Release Date: 10/11/2001
Contact Information: For more information contact the Office of External Affairs at (214) 665-2200.

       The U.S. Environmental Protection Agency (EPA) and the Arkansas Department of Environmental Quality (ADEQ) today announced they are finished with cleanup work at the Red River Aluminum site in Stamps, Arkansas.  The EPA, along with state and local officials, has successfully consolidated the saltcake waste and capped the material with protective clay and topsoils to prevent run off of copper to surface waters that once flowed onto surrounding areas. ADEQ will maintain the protective clay cap constructed by EPA to prevent potential erosion, monitor ground water to ensure water quality and develop future plans for the site.
       The Red River Aluminum Company is a bankrupt secondary smelter operation which extracted aluminum from the byproduct of conventional aluminum smelting. The site has been abandoned for several years.  During that period of time, EPA estimates more than 200,000 cubic yards of accumulated salt cake containing elevated levels of copper were exposed to the elements and contaminated nearby soil, surface water and threatened shallow ground water beneath the site.

       On Nov. 7, 2000, EPA began taking action at the site to eliminate the most immediate environmental threats posed by the exposed saltcake materials containing elevated levels of copper.  Immediate action was taken to prevent the copper contaminated runoff from adversely affecting nearby streams and marshes, which also prevented saltcake from being blown by heavy winds into nearby residential areas.  

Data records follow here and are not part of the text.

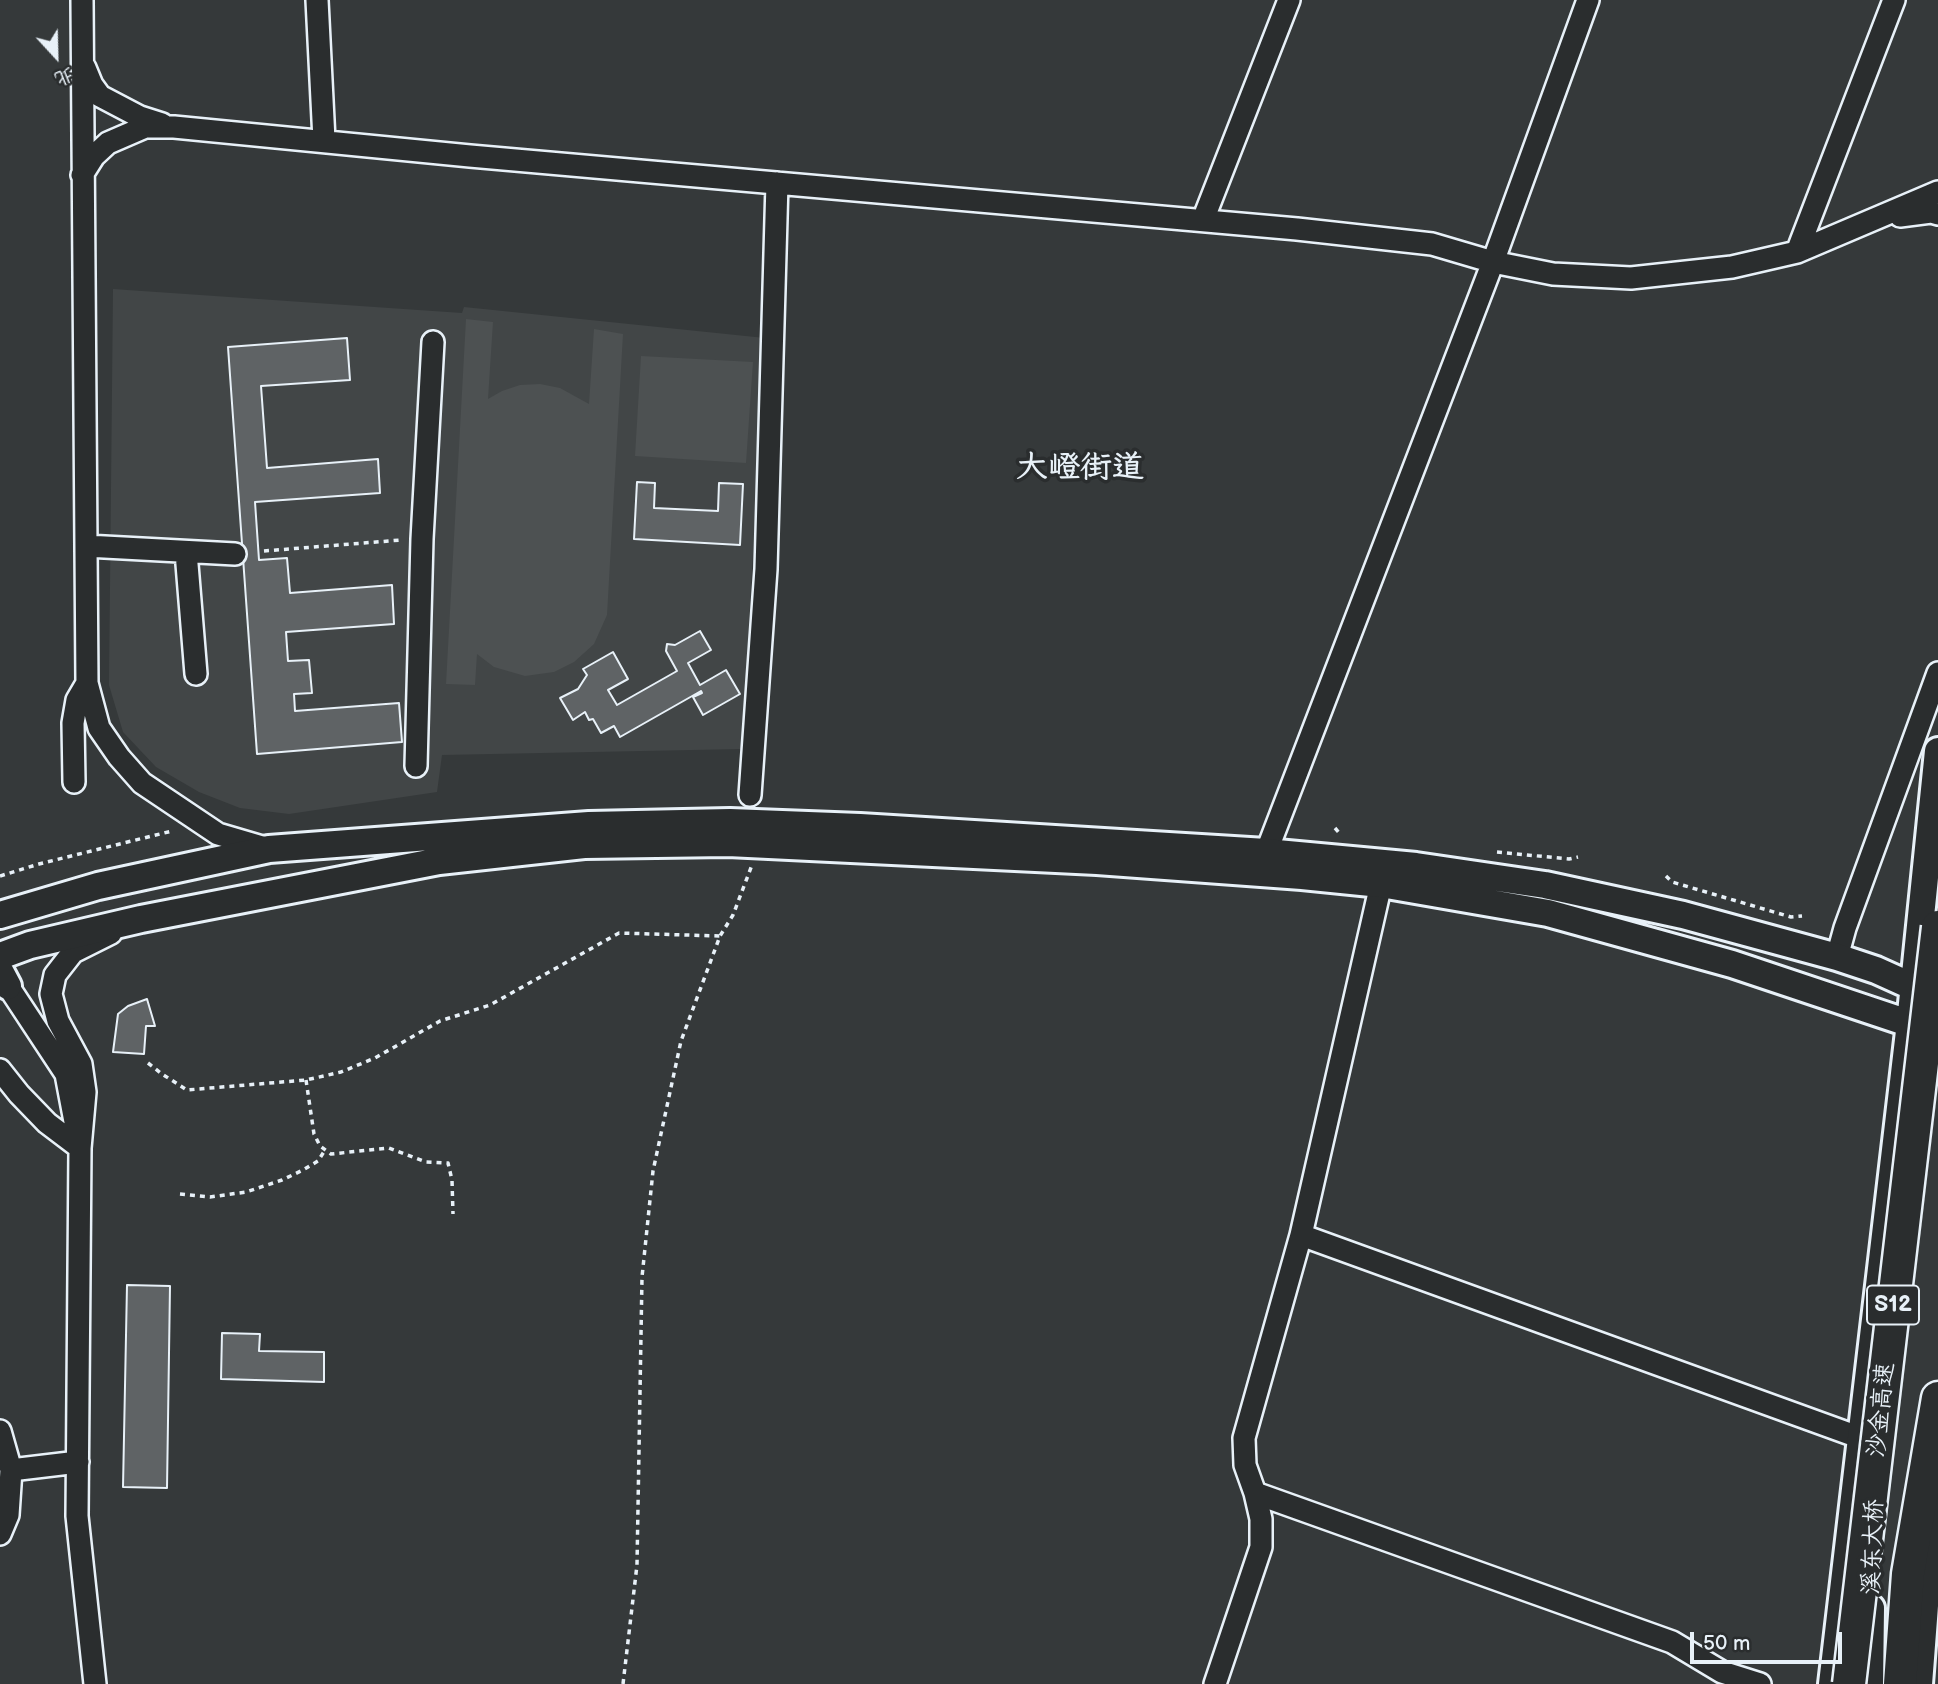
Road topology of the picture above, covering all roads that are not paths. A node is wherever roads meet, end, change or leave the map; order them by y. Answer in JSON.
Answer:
{"nodes":[{"id":1,"x":82,"y":0,"type":"edge"},
{"id":2,"x":317,"y":0,"type":"edge"},
{"id":3,"x":1289,"y":0,"type":"edge"},
{"id":4,"x":1588,"y":0,"type":"edge"},
{"id":5,"x":1894,"y":0,"type":"edge"},
{"id":6,"x":82,"y":60,"type":"junction"},
{"id":7,"x":174,"y":127,"type":"junction"},
{"id":8,"x":324,"y":140,"type":"junction"},
{"id":9,"x":82,"y":175,"type":"junction"},
{"id":10,"x":777,"y":183,"type":"junction"},
{"id":11,"x":1938,"y":192,"type":"edge"},
{"id":12,"x":1938,"y":214,"type":"edge"},
{"id":13,"x":1873,"y":219,"type":"junction"},
{"id":14,"x":1203,"y":220,"type":"junction"},
{"id":15,"x":1797,"y":252,"type":"junction"},
{"id":16,"x":1493,"y":262,"type":"junction"},
{"id":17,"x":433,"y":342,"type":"dead end"},
{"id":18,"x":86,"y":546,"type":"junction"},
{"id":19,"x":187,"y":552,"type":"junction"},
{"id":20,"x":235,"y":554,"type":"dead end"},
{"id":21,"x":1938,"y":673,"type":"edge"},
{"id":22,"x":196,"y":674,"type":"dead end"},
{"id":23,"x":87,"y":683,"type":"junction"},
{"id":24,"x":1938,"y":751,"type":"edge"},
{"id":25,"x":416,"y":766,"type":"dead end"},
{"id":26,"x":74,"y":782,"type":"dead end"},
{"id":27,"x":750,"y":795,"type":"dead end"},
{"id":28,"x":269,"y":849,"type":"junction"},
{"id":29,"x":1262,"y":862,"type":"junction"},
{"id":30,"x":1381,"y":884,"type":"junction"},
{"id":31,"x":0,"y":915,"type":"edge"},
{"id":32,"x":141,"y":919,"type":"junction"},
{"id":33,"x":1938,"y":927,"type":"edge"},
{"id":34,"x":0,"y":956,"type":"edge"},
{"id":35,"x":1837,"y":957,"type":"junction"},
{"id":36,"x":4,"y":979,"type":"edge"},
{"id":37,"x":1926,"y":992,"type":"edge"},
{"id":38,"x":1910,"y":1023,"type":"junction"},
{"id":39,"x":1938,"y":1032,"type":"edge"},
{"id":40,"x":0,"y":1070,"type":"edge"},
{"id":41,"x":80,"y":1148,"type":"junction"},
{"id":42,"x":1301,"y":1235,"type":"junction"},
{"id":43,"x":1938,"y":1398,"type":"edge"},
{"id":44,"x":0,"y":1431,"type":"edge"},
{"id":45,"x":1869,"y":1446,"type":"junction"},
{"id":46,"x":78,"y":1462,"type":"junction"},
{"id":47,"x":1938,"y":1465,"type":"edge"},
{"id":48,"x":11,"y":1470,"type":"junction"},
{"id":49,"x":1255,"y":1493,"type":"junction"},
{"id":50,"x":0,"y":1534,"type":"edge"},
{"id":51,"x":95,"y":1684,"type":"edge"},
{"id":52,"x":1214,"y":1684,"type":"edge"},
{"id":53,"x":1760,"y":1684,"type":"edge"},
{"id":54,"x":1832,"y":1684,"type":"edge"},
{"id":55,"x":1849,"y":1684,"type":"edge"},
{"id":56,"x":1870,"y":1684,"type":"edge"},
{"id":57,"x":1900,"y":1684,"type":"edge"},
{"id":58,"x":1919,"y":1684,"type":"edge"}],
"edges":[{"from":1,"to":6,"type":"street"},
{"from":2,"to":8,"type":"street"},
{"from":3,"to":14,"type":"street"},
{"from":4,"to":16,"type":"street"},
{"from":5,"to":15,"type":"street"},
{"from":6,"to":7,"type":"street"},
{"from":6,"to":9,"type":"street"},
{"from":7,"to":8,"type":"street"},
{"from":7,"to":9,"type":"street"},
{"from":8,"to":10,"type":"street"},
{"from":9,"to":18,"type":"street"},
{"from":10,"to":14,"type":"street"},
{"from":10,"to":27,"type":"street"},
{"from":11,"to":13,"type":"street"},
{"from":12,"to":13,"type":"street"},
{"from":13,"to":15,"type":"street"},
{"from":14,"to":16,"type":"street"},
{"from":15,"to":16,"type":"street"},
{"from":16,"to":29,"type":"street"},
{"from":17,"to":25,"type":"street"},
{"from":18,"to":19,"type":"street"},
{"from":18,"to":23,"type":"street"},
{"from":19,"to":20,"type":"street"},
{"from":19,"to":22,"type":"street"},
{"from":21,"to":35,"type":"street"},
{"from":23,"to":26,"type":"street"},
{"from":23,"to":28,"type":"street"},
{"from":24,"to":37,"type":"main road"},
{"from":28,"to":29,"type":"main road"},
{"from":28,"to":31,"type":"main road"},
{"from":29,"to":30,"type":"main road"},
{"from":29,"to":32,"type":"main road"},
{"from":29,"to":35,"type":"main road"},
{"from":30,"to":38,"type":"main road"},
{"from":30,"to":42,"type":"street"},
{"from":32,"to":34,"type":"main road"},
{"from":32,"to":41,"type":"street"},
{"from":33,"to":45,"type":"highway","name":"沙金高速","number":"S12","bridge":true},
{"from":35,"to":37,"type":"main road"},
{"from":36,"to":41,"type":"street"},
{"from":37,"to":38,"type":"main road"},
{"from":38,"to":39,"type":"main road"},
{"from":38,"to":45,"type":"main road"},
{"from":40,"to":41,"type":"street"},
{"from":41,"to":46,"type":"street"},
{"from":42,"to":45,"type":"street"},
{"from":42,"to":49,"type":"street"},
{"from":43,"to":57,"type":"highway","name":"沙金高速"},
{"from":44,"to":48,"type":"street"},
{"from":45,"to":54,"type":"main road"},
{"from":45,"to":55,"type":"highway","name":"沙金高速","number":"S12","bridge":true},
{"from":45,"to":56,"type":"main road","name":"溪东大桥","bridge":true},
{"from":46,"to":48,"type":"street"},
{"from":46,"to":51,"type":"street"},
{"from":47,"to":58,"type":"main road"},
{"from":48,"to":50,"type":"street"},
{"from":49,"to":52,"type":"street"},
{"from":49,"to":53,"type":"street"}]}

       EPA's contractors consolidated and leveled piles of saltcake before capping the material with a protective clay barrier.  The protective clay barrier was covered with top soil and seeded with grass to prevent erosion by wind and rain elements in the future.

       ADEQ Director Richard A. Weiss said that the State of Arkansas and EPA successfully worked together to secure the site and address the most pressing public health concerns, and added that the federal government's expenditure of $2 million was vital to halting contamination of the environment surrounding the site. ADEQ's priority will be to continue protection of underground water sources to ensure water quality for the local residents and city.  

       EPA Regional Administrator Gregg Cooke said that ADEQ's plans for maintaining the site show the effectiveness of local and state partnerships.  Cooke is confident that ADEQ's future plans will protect public health and the environment.  

       After nearly one year, EPA and its contractors expect to complete their activities at the site this week.  ADEQ and EPA are coordinating plans for EPA's departure to ensure a smooth transition to ADEQ control of the site.